Raise the food cap for culture groups

There are over 30 groups in the Council I “Cultural” category in the Tufts Community Union (TCU) Senate, ranging from the Chinese Students Association to the Thai Club to the Queer Straight Alliance. As detailed in a March 11 Daily article, these groups face complex budgetary issues that result in friction between those wanting funding and a Senate that has strict rules about allocation. 
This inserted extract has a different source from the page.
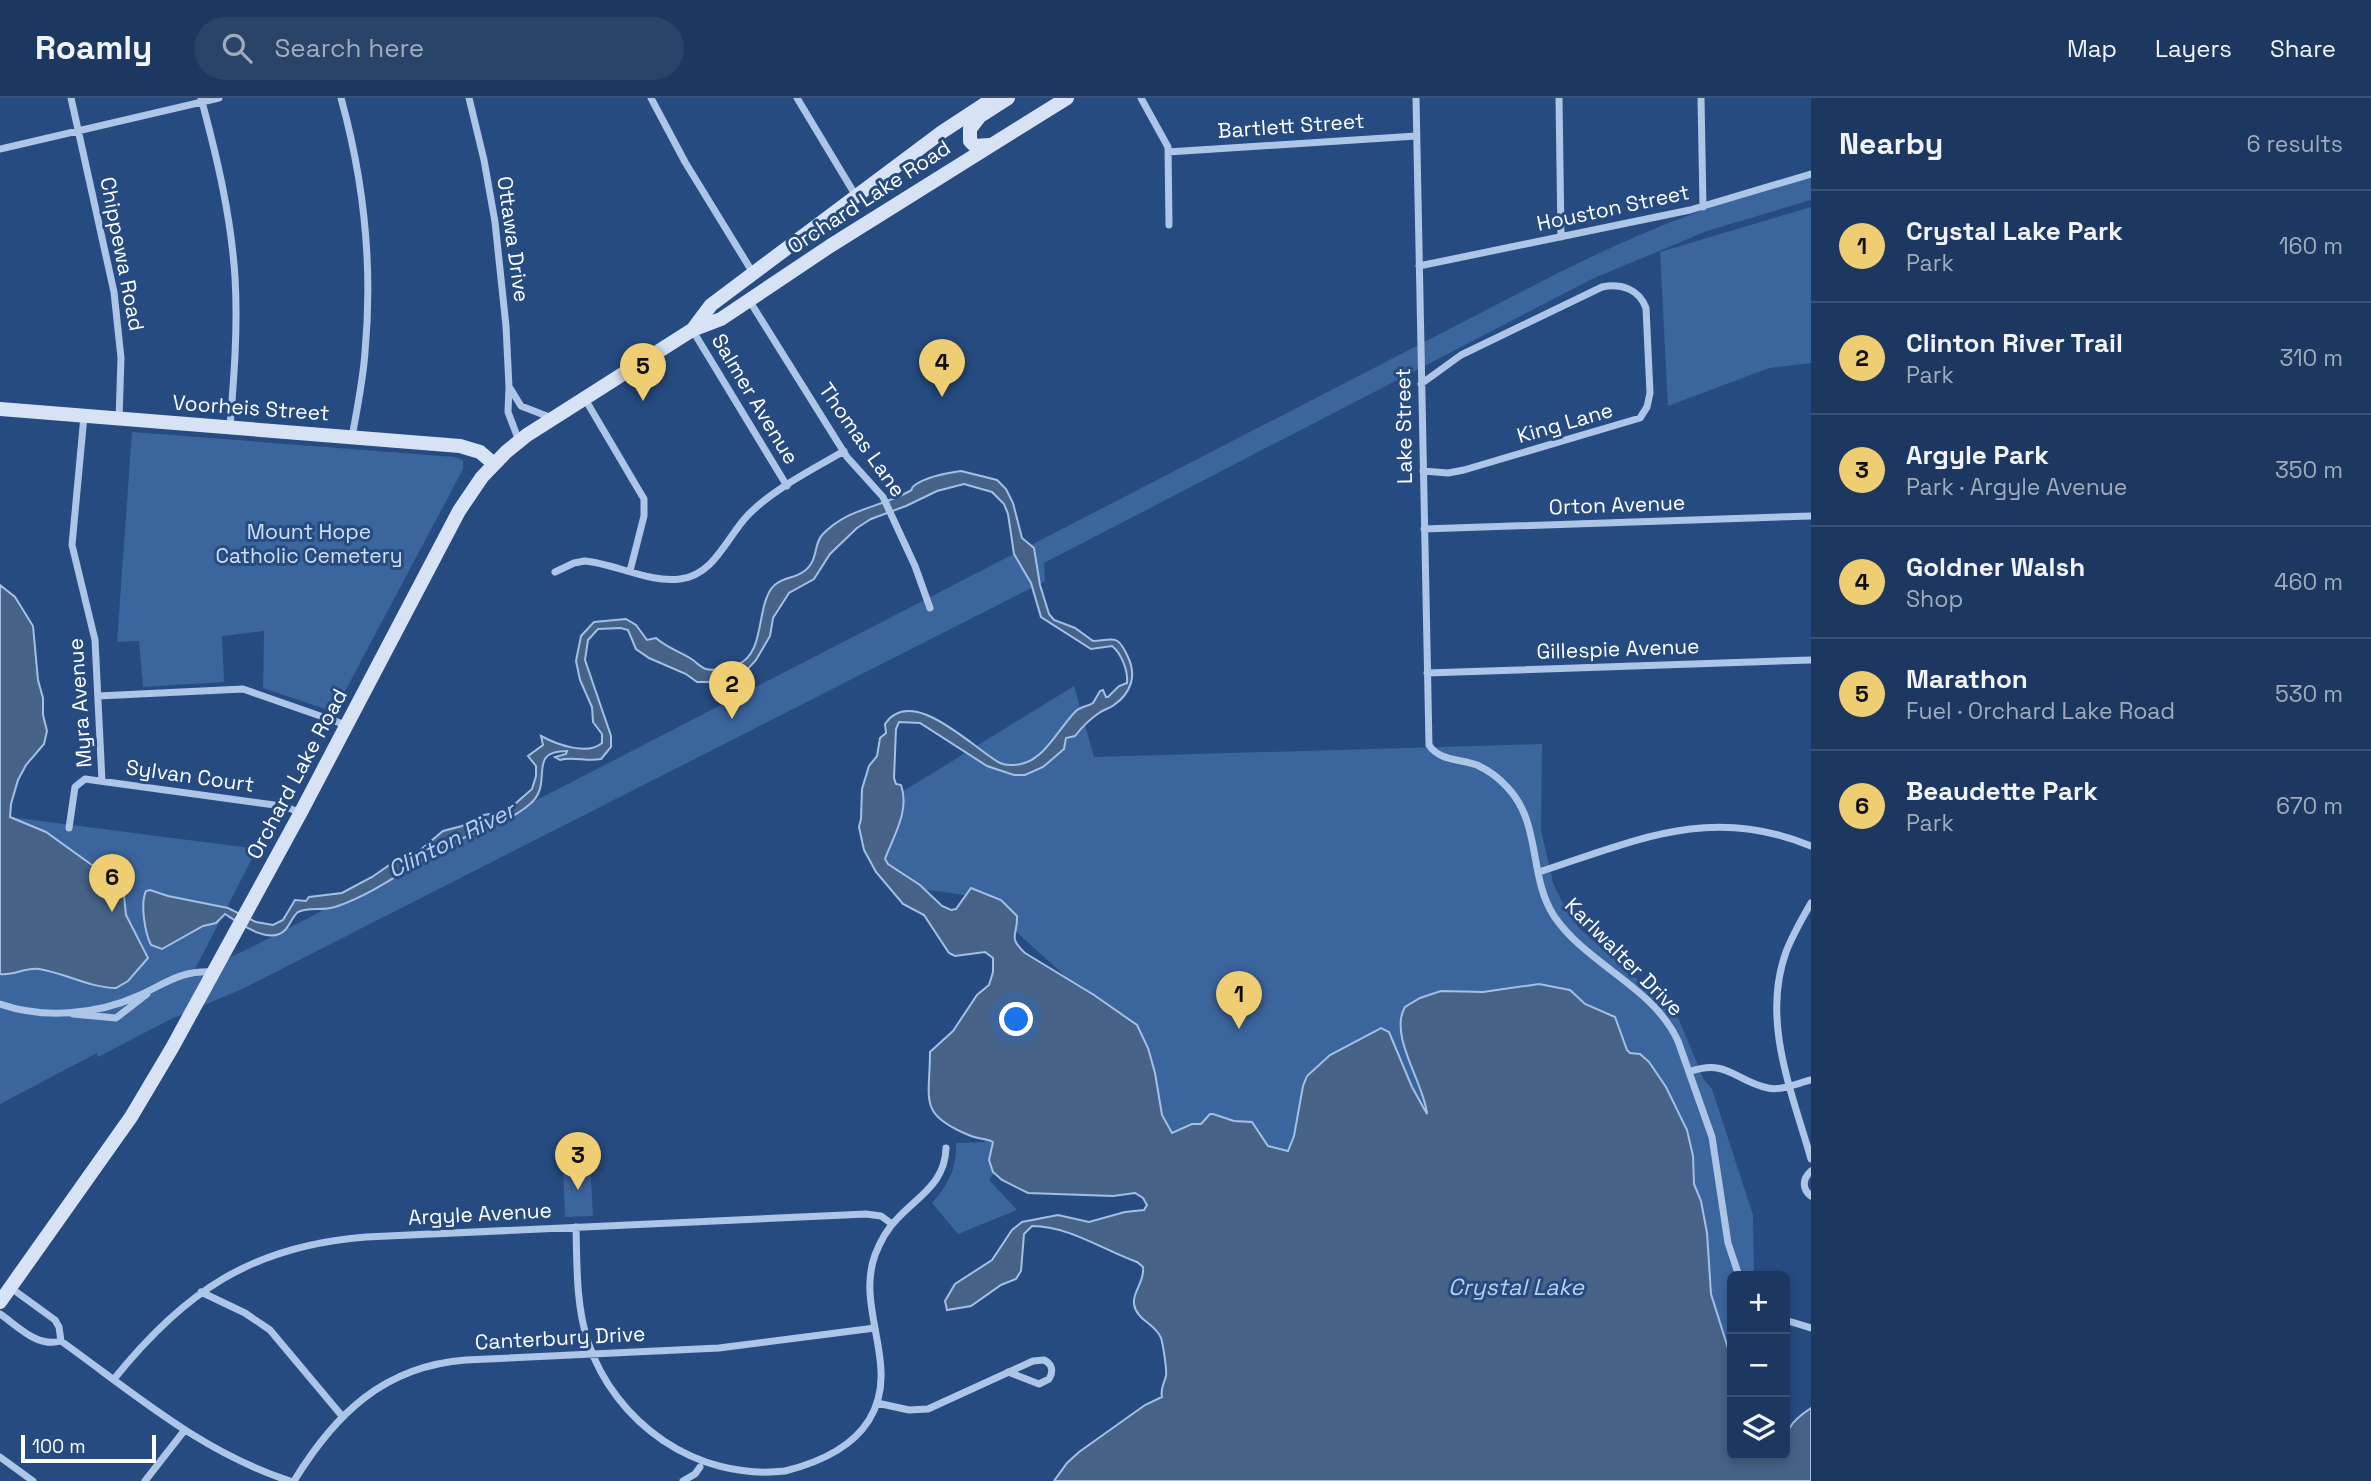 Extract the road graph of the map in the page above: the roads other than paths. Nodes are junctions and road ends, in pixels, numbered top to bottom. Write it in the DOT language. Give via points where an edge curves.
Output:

The Senate caps food as a percentage of culture groups’ budgets at 40 percent, while other groups — political, pre-professional and others — have food caps at 20 percent. The food caps cause particular difficulty for culture groups because food is a major vehicle for sharing one's culture. Thus, these groups are sometimes forced to spend more money planning events to meet the 40-60 stipulation in the Senate's Treasury Procedures Manual (TPM). TCU Treasury officials responded to complaints by explaining that without the food cap, Senate would have to establish a cap on each club’s overall budget, an act that could be seen as favoring some groups over others, a thorny issue to say the least.

The food caps imposed on culture groups are a significant everyday example of these shortfalls between where we are and where we want to be. Senate has made huge strides this semester, including leading the charge on instituting Indigenous People's Day after faculty had voted it down just last semester. Still, it should strongly consider rewriting the TPM and opening up the treasury process to include more input from students. Culture groups don't have the money to put together the wonderful events they have planned, but Treasury members could certainly host a funding panel in a more public location and during a more opportune time than its cloistered Sunday night gatherings, in order to better understand how to best allocate its supposedly stretched budget.

That solution may be distant, but in the interim, we as students should strongly consider being patrons of student organizations that host events. Support for our multicultural community may even be more in line with our values as students than providing funding vertically and only after an onerously bureaucratic process.

Tufts boasts of its diversity, but we as a community have too often fallen short of our goals. As Tufts brings students and faculty from almost every corner of the world together in an effort to fit numerous cultures onto campus, obviously there will be friction between what we can be and what we want to be. At the same time, we must regard our mix of cultures as the bedrock of the "international" image that we cultivate and the community we want to be — more than a brochure.